4

Is there a non-compact $T_{3\frac12}$ space $X$ (with at least two points) such that all continuous functions $X\to \mathbf R$ are bounded?

This is true for $T_3$ spaces as described in this answer: in this case, it is possible that all functions are simply constant. This is obviously not the case for $T_{3\frac{1}{2}}$ spaces (with at least two points).

Note that this property is equivalent to the property that the natural restriction embedding $C(\beta X)\to C(X)$ is an isomorphism. As a side question, does this property have a name?

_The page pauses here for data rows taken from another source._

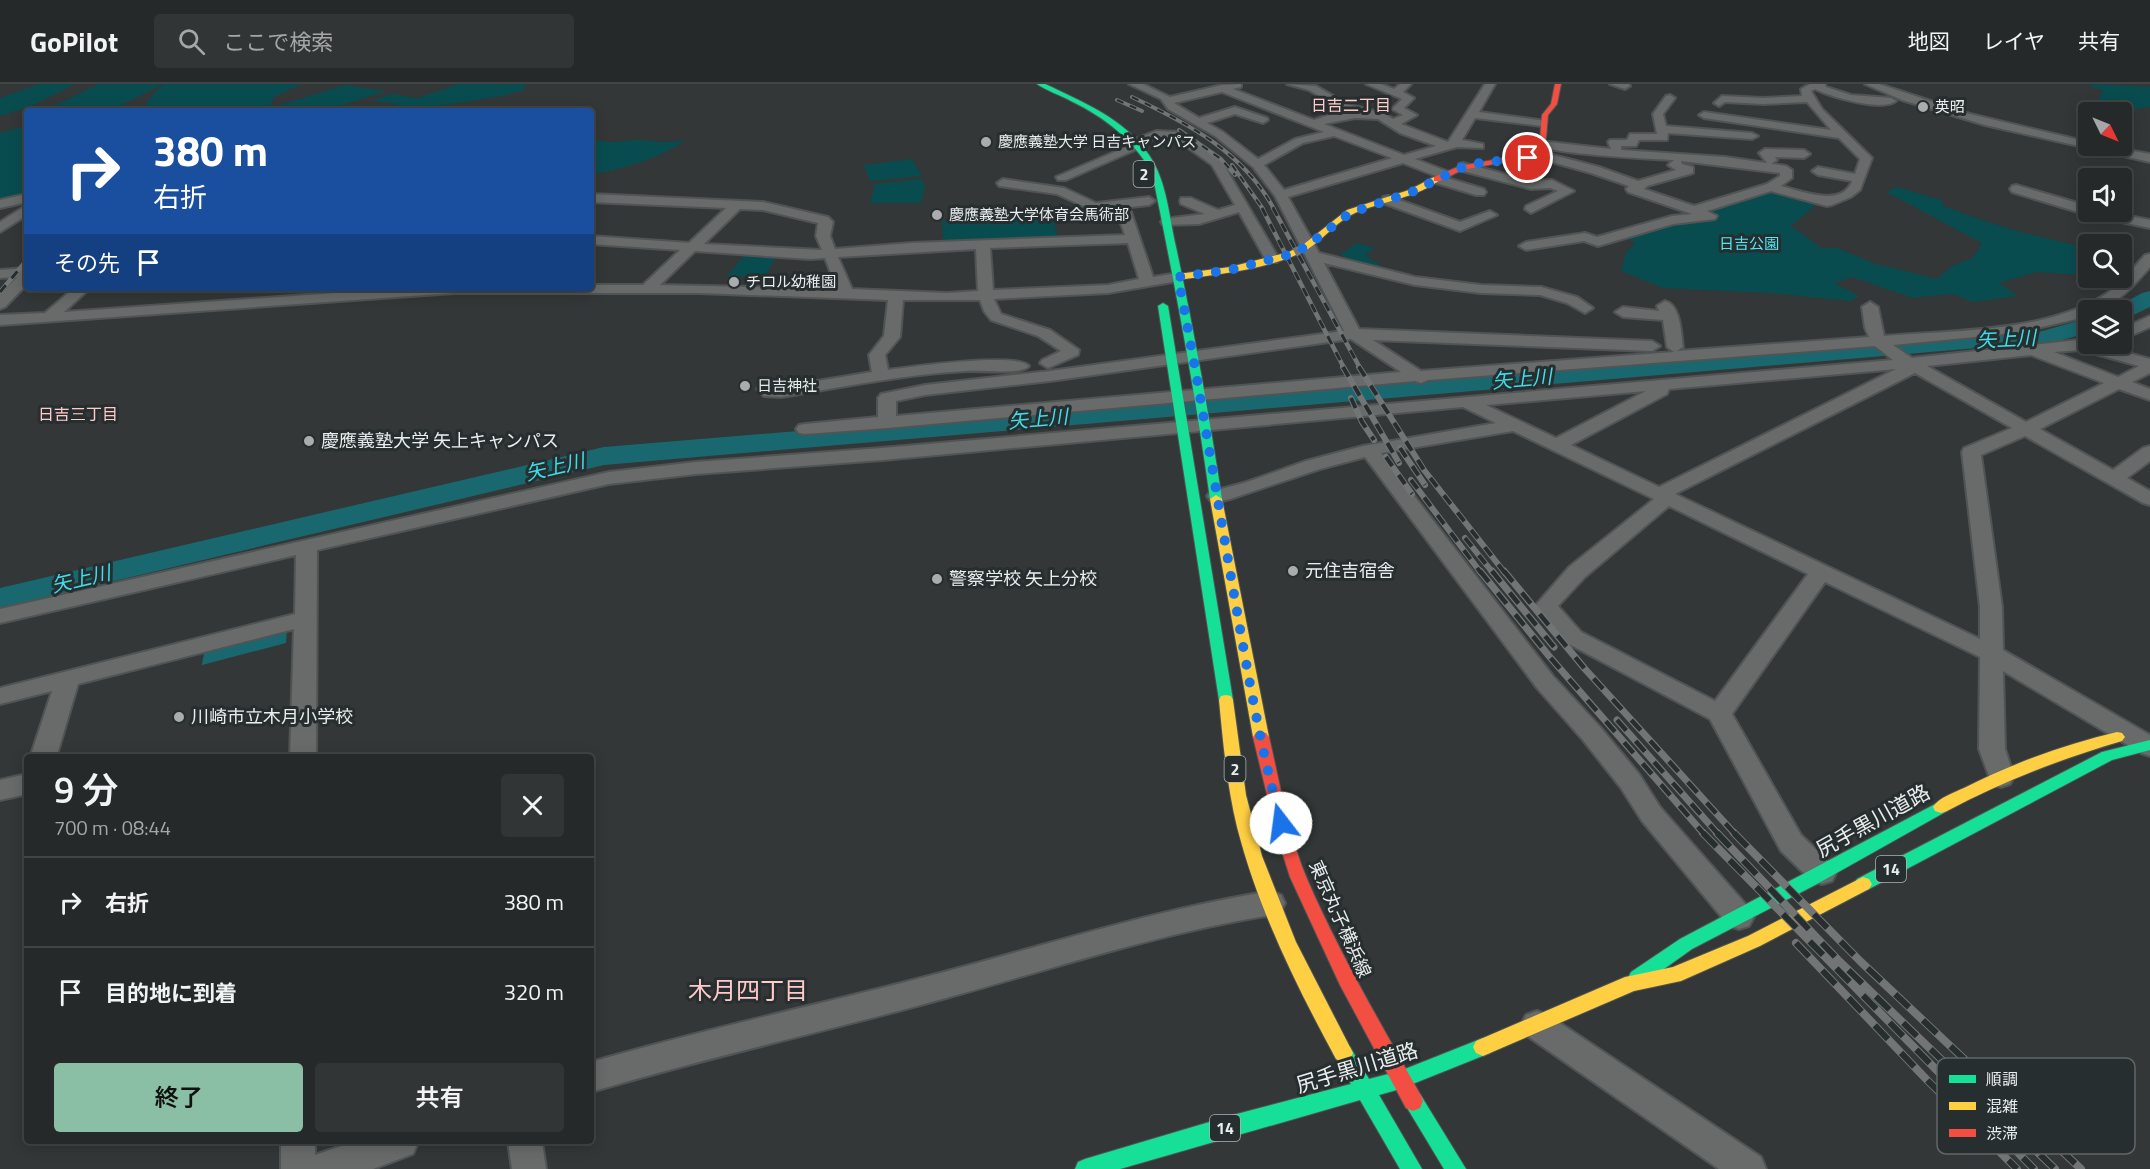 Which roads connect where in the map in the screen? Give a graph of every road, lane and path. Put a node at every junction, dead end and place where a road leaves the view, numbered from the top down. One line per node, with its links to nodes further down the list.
1 (1029, 84): 36 (main road, 東京丸子横浜線 / 2)
2 (1040, 84): 36 (main road, 東京丸子横浜線 / 2)
3 (1134, 84): 18 (street)
4 (1241, 84): 13 (street)
5 (1292, 84): 12 (street)
6 (1371, 84): 14 (street)
7 (1406, 84): 14 (street)
8 (1490, 84): 20 (street)
9 (1558, 84): 26 (main road)
10 (1870, 84): 17 (street)
11 (1817, 85): 16 (street); 17 (street)
12 (1317, 86): 22 (street)
13 (1222, 88): 18 (street); 27 (street)
14 (1396, 93): 25 (street)
15 (1670, 98): 30 (street)
16 (1809, 99): 19 (street); 34 (street)
17 (1909, 100): 45 (street)
18 (1168, 101): 24 (street)
19 (1719, 103)
20 (1473, 114): 26 (street); 35 (street)
21 (1704, 115): 33 (street)
22 (1381, 116): 23 (street); 25 (street)
23 (1342, 117): 27 (street); 31 (street)
24 (1199, 122): 28 (street); 38 (street)
25 (1394, 123): 31 (street)
26 (1542, 123): 39 (main road)
27 (1316, 124): 29 (street); 32 (street)
28 (1279, 125)
29 (1293, 129)
30 (1662, 129): 33 (street); 41 (street)
31 (1404, 131): 35 (street)
32 (1336, 132): 43 (street); 48 (street)
33 (1770, 133): 34 (street)
34 (1842, 135): 52 (street)
35 (1452, 144): 37 (street); 43 (street)
36 (1133, 145): 40 (street); 50 (street); 65 (main road, 東京丸子横浜線 / 2); 83 (main road, 東京丸子横浜線 / 2)
37 (1479, 146)
38 (1238, 147): 40 (street); 48 (street)
39 (1538, 149): 41 (street); 46 (main road); 53 (street)
40 (1202, 152): 69 (street)
41 (1618, 154): 44 (street)
42 (1804, 154): 47 (street)
43 (1403, 158): 51 (street); 60 (street)
44 (1685, 158): 47 (street); 56 (street)
45 (2150, 158)
46 (1463, 167): 51 (main road); 71 (street)
47 (1778, 168): 57 (street)
48 (1261, 169): 60 (street)
49 (1818, 171): 52 (street)
50 (1062, 177)
51 (1441, 177): 59 (street); 64 (main road)
52 (1858, 178): 57 (street)
53 (1621, 179): 55 (street); 56 (street)
54 (1003, 183): 65 (street)
55 (1597, 183)
56 (1636, 187): 73 (street)
57 (1771, 187): 73 (street)
58 (2016, 189): 70 (street)
59 (1480, 192)
60 (1281, 195): 91 (street)
61 (594, 198): 63 (street)
62 (24, 199): 67 (street)
63 (607, 199): 68 (street); 72 (street)
64 (1388, 200): 78 (street); 91 (main road)
65 (1149, 201): 79 (main road, 東京丸子横浜線 / 2)
66 (1186, 201): 77 (street)
67 (0, 204)
68 (737, 205): 89 (street); 92 (street)
69 (1243, 207): 77 (street); 94 (street)
70 (2078, 207)
71 (1531, 209)
72 (594, 210)
73 (1695, 210): 80 (street)
74 (24, 211): 84 (street)
75 (1124, 212): 88 (street)
76 (1646, 212): 80 (street)
77 (1216, 215): 83 (street)
78 (1490, 215)
79 (1149, 216)
80 (1672, 220): 90 (street)
81 (2132, 220): 85 (street)
82 (24, 221): 84 (street)
83 (1168, 222): 99 (main road, 東京丸子横浜線 / 2)
84 (3, 224)
85 (2150, 224)
86 (594, 240): 89 (street)
87 (983, 244): 88 (street); 92 (street); 105 (street)
88 (1135, 245): 95 (street); 95 (street)
89 (693, 246): 92 (street); 101 (street)
90 (1526, 246)
91 (1309, 251): 94 (main road); 109 (street); 115 (street)
92 (831, 255): 104 (street)
93 (2150, 258): 116 (street)
94 (1272, 259): 99 (main road)
95 (1155, 270): 99 (street); 105 (street); 123 (main road, 2)
96 (24, 273): 97 (street)
97 (0, 274)
98 (24, 276): 107 (street)
99 (1178, 277): 122 (main road, 東京丸子横浜線 / 2)
100 (594, 290): 101 (street)
101 (646, 290): 104 (street)
102 (80, 291): 111 (street)
103 (426, 291): 111 (street)
104 (846, 294): 106 (street)
105 (986, 294): 106 (street); 126 (street)
106 (896, 295): 127 (street)
107 (0, 304)
108 (1870, 307): 116 (street)
109 (1585, 308)
110 (1623, 312): 118 (street)
111 (48, 318): 112 (street)
112 (2, 321)
113 (2150, 321): 114 (street)
114 (2132, 329)
115 (1354, 334): 118 (street); 122 (street); 128 (street)
116 (1877, 341): 120 (street); 124 (street)
117 (2078, 345): 119 (street)
118 (1675, 347): 120 (street)
119 (2035, 351): 124 (street); 129 (street)
120 (1718, 354): 128 (street)
121 (2116, 354): 125 (street)
122 (1194, 356): 123 (street); 133 (main road, 東京丸子横浜線 / 2)
123 (1170, 359): 126 (street); 134 (main road, 2)
124 (1910, 364): 130 (street); 142 (street); 148 (street)
125 (2150, 365): 129 (street)
126 (1049, 369): 127 (street); 136 (street); 138 (street)
127 (881, 376): 131 (street)
128 (1420, 378): 133 (street); 135 (street)
129 (2118, 383): 132 (street); 142 (street)
130 (1664, 385): 135 (street); 143 (street)
131 (766, 389)
132 (2150, 395)
133 (1199, 396): 134 (street); 137 (main road, 東京丸子横浜線 / 2)
134 (1177, 397): 136 (street); 139 (main road, 2)
135 (1462, 399): 137 (street); 140 (street)
136 (1062, 421): 138 (street); 139 (street); 150 (street)
137 (1205, 422): 139 (street); 147 (main road, 東京丸子横浜線 / 2)
138 (887, 423): 141 (street)
139 (1182, 425): 165 (main road, 2)
140 (1515, 425): 143 (street); 144 (street)
141 (805, 429)
142 (2026, 429): 146 (street); 154 (street)
143 (1556, 445): 148 (street)
144 (1370, 451): 147 (street); 166 (street)
145 (2150, 452): 146 (street)
146 (2114, 478): 149 (street)
147 (1217, 495): 170 (main road, 東京丸子横浜線 / 2)
148 (1664, 496): 151 (street); 157 (street)
149 (2150, 499)
150 (307, 545): 152 (street); 153 (street)
151 (1821, 572): 154 (street); 157 (street)
152 (0, 616)
153 (306, 619): 155 (street); 160 (street)
154 (1993, 656): 158 (street); 161 (street)
155 (68, 678): 156 (street); 159 (street)
156 (0, 696)
157 (1719, 712): 164 (street)
158 (2145, 741): 161 (main road, 尻手黒川道路 / 14); 167 (main road, 尻手黒川道路 / 14)
159 (44, 754)
160 (303, 754)
161 (2001, 777): 164 (main road, 尻手黒川道路 / 14)
162 (24, 785): 163 (street)
163 (0, 790)
164 (1822, 873): 166 (main road, 尻手黒川道路 / 14)
165 (1271, 903): 169 (street); 171 (main road, 2)
166 (1739, 917): 167 (main road, 尻手黒川道路 / 14)
167 (1632, 983): 168 (main road, 尻手黒川道路 / 14)
168 (1537, 1025): 170 (main road, 尻手黒川道路 / 14); 181 (street)
169 (594, 1076)
170 (1400, 1080): 171 (main road, 尻手黒川道路 / 14); 180 (main road, 東京丸子横浜線 / 2)
171 (1365, 1090): 178 (main road, 尻手黒川道路 / 14); 179 (main road, 2)
172 (298, 1144): 175 (street)
173 (394, 1144): 176 (street)
174 (525, 1144): 177 (street)
175 (298, 1169)
176 (324, 1169)
177 (529, 1169)
178 (1085, 1169)
179 (1412, 1169)
180 (1456, 1169)
181 (1749, 1169)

If the answer is yes, then there is a further question: is it true if we replace $\mathbf R$ with an arbitrary (but fixed) $T_1$ space $Y$ (where by bounded we mean, as usual, that the range is contained in a compact subset of $Y$).

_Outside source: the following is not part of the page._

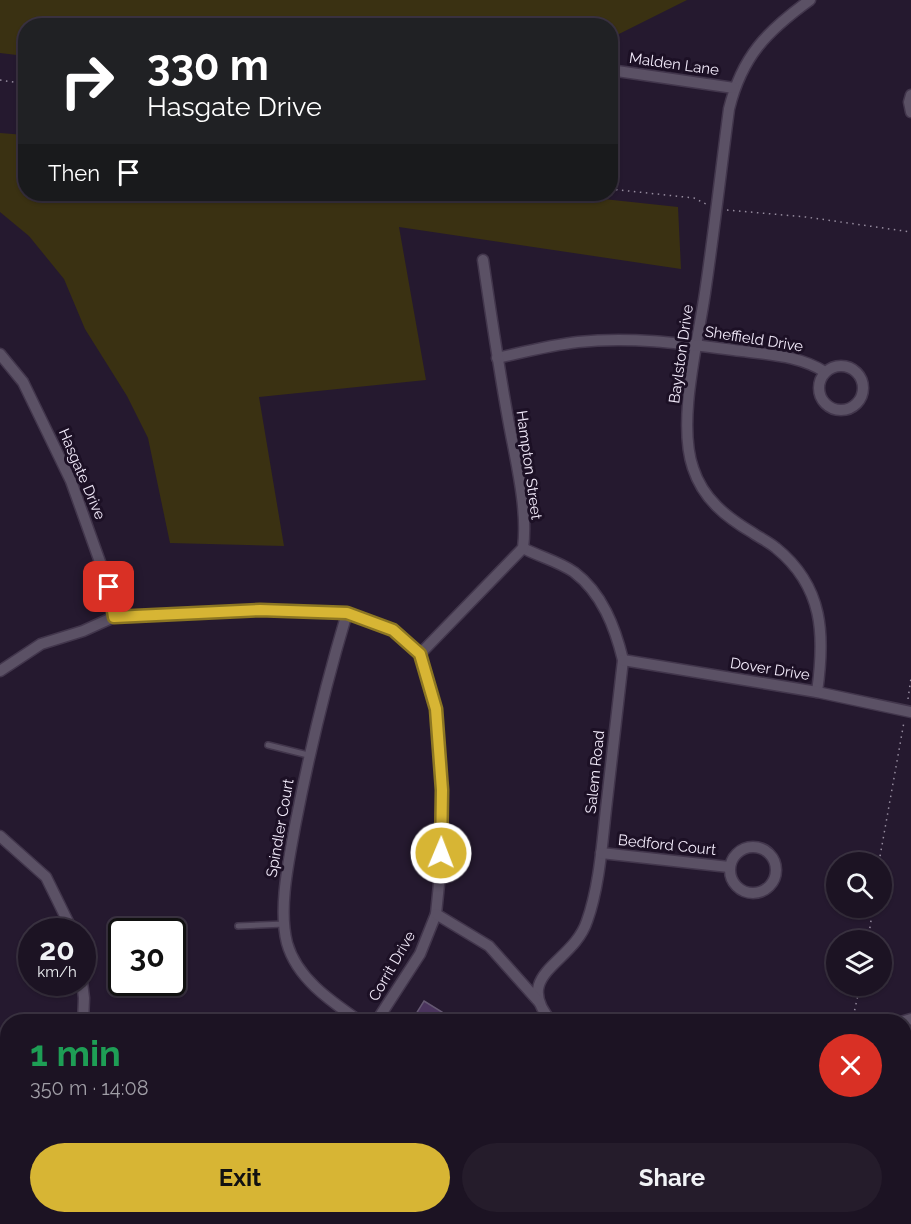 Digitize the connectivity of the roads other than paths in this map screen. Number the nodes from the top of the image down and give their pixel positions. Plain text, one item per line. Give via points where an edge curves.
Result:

The question is motivated by this other question about whether one can characterise compactness of a space $X$ by the first order theory of the ring $C(X)$. A positive answer would imply that even the isomorphism type of $C(X)$ does not characterise compact spaces among $T_{3\frac12}$ spaces.

tomasz
  • 35,474
  • Replacing $\Bbb R$ by a $T_1$ space is pointless: we could take the codomain $X$ itself and the identity would not be bounded (for a non-compact space). – Henno Brandsma Aug 07 '21 at 13:35
  • @HennoBrandsma: I mean choosing a space $X$ for a given $Y$, not having one $X$ for all $Y$. I made an edit to reflect that. – tomasz Aug 07 '21 at 14:15
  • Given some fixed $T_1$ space $Y$ which is not compact (to avoid trivialities), you want to find some $X$ that is Tychonoff so that $C(X,Y) = C_b(X,Y)$? and preferably so that they contain more than just the constant maps? – Henno Brandsma Aug 07 '21 at 22:17
  • @HennoBrandsma: I think the ideal would be if $C(X,Y)$ separated points in $X$. And $X$ should also be non-compact. Simply having any non-constant continuous maps does not seem like a big improvement to me (I might be wrong, though). – tomasz Aug 08 '21 at 11:52

1 Answers1

8

Yes, such spaces ( all continuous real functions bounded) are called pseudocompact and a well-known non-compact example is $\omega_1$, the first uncountable ordinal in the order topology.

Indeed the ring $C(\omega_1+1)$ ( that one point compactification equals the Čech Stone one) is isomorphic to $C(\omega_1)$. See Gillman and Jerrison’s book rings of continuous functions for more examples.